Называлась эта пьеса – «представление-буфф по одноименной повести Янки Мавра».
Что это был за такой Янка Мавр, я так и не узнал. Может быть, это был какой-то выдуманный писатель. Вся эта фигня была, как мне показалось, легкой, ироничной, чувствовалась дистанция между «нашим» современным взглядом и чугунной мифологией 30-х годов. Чугунной и героической. Я решил печатать. Это все написал мой друг К.
Если мой друг К. легко оперировал культурными символами прежних лет, то я попытался привнести в свой сценарий «дыхание современности». Взял газетные вырезки, подборки подростковых писем, долго над ними корпел. Получилось не очень.
«Красивая девочка. По-моему, добрый человек – это человек бесхребетный, бесхарактерный. Добрый человек никогда не спорит с судьбой. Не может, не способен из-за доброты своей включиться ни в какую борьбу, постоять за себя… Добрый – это в определенном смысле слабовольный человек. Добрый человек почти всегда кажется жалким».
Но если на газетной полосе, рядом с постановлениями ЦК ВЛКСМ, суровыми тассовками о международном положении, статьями отдела пропаганды о том, как правильно готовиться к очередному съезду КПСС, – весь этот «школьный наив», моральные искания старшеклассников смотрелись еще как-то свежо, то в структуре сценария, разыгранный по ролям, этот «советский гуманизм» был просто ужасен. «Советский гуманизм», я это еще плохо понимал тогда, вдруг как-то переворачивался в словесной воде – как переворачивается рыба – и оказывался мутным, склизким и бесформенным. Самое главное – бесформенным.
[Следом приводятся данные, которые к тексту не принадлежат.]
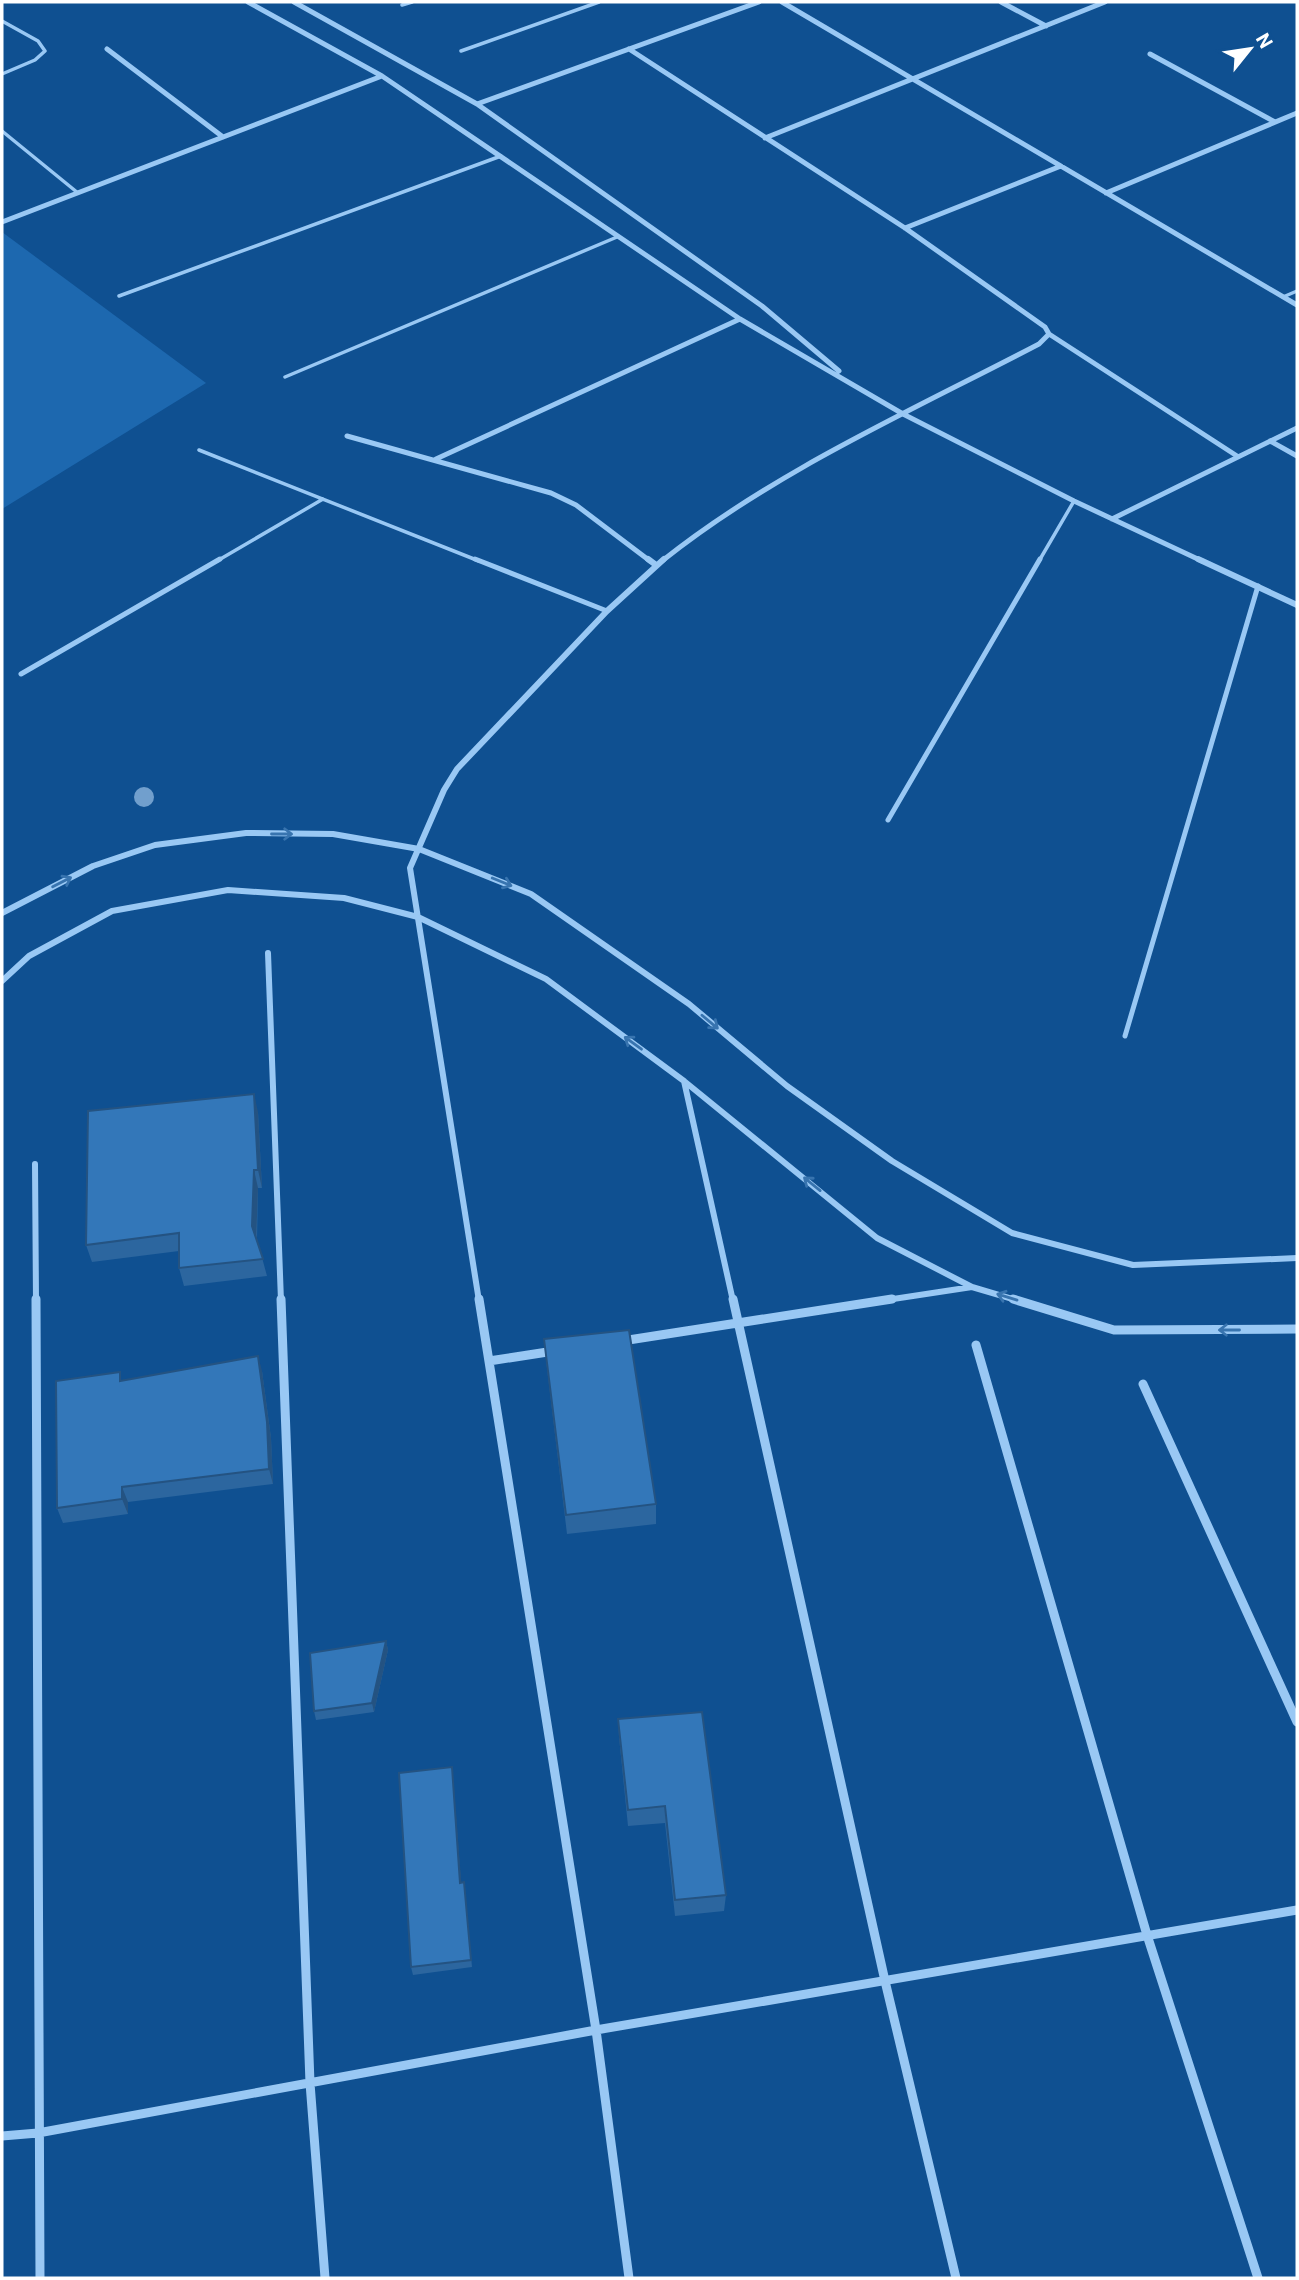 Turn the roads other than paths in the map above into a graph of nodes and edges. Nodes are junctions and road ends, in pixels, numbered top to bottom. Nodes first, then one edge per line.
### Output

Меня еще мучила моя неспособность к пониманию законов драматургии, хотя я знал, что тут нужен какой-то конфликт, «развитие», какие-то характеры, но никак не мог понять, как же все это делается.
«Я знаю, что Ленин еще в гимназии задумывался над судьбами народов, что Маяковский в нашем возрасте ушел в революцию… И таких примеров сознательной борьбы юных можно привести много. Сейчас другое время. Но я был бы счастлив, если с гранатой или саблей я мог открыто бороться против открытых врагов».
Так писали реальные дети в восьмидесятые годы прошлого века.
Когда я попытался собрать вместе все эти письма, которые (каждое по отдельности) казалось нам в «Алом парусе» и наивным, и искренним, и милым, я просто ужаснулся. Гуманизм не помогал. Ни советский, никакой. А может быть, все дело было просто в моей бездарности?
…А вот в «Вожатом» меня не покидало чувство странного восторга. Впервые я чувствовал себя в совершенно несвойственной мне роли веселого обманщика. Я занимался тем, чем в принципе не мог, не имел права заниматься. И все время ждал разоблачения, словно мальчик в повести «Принц и нищий».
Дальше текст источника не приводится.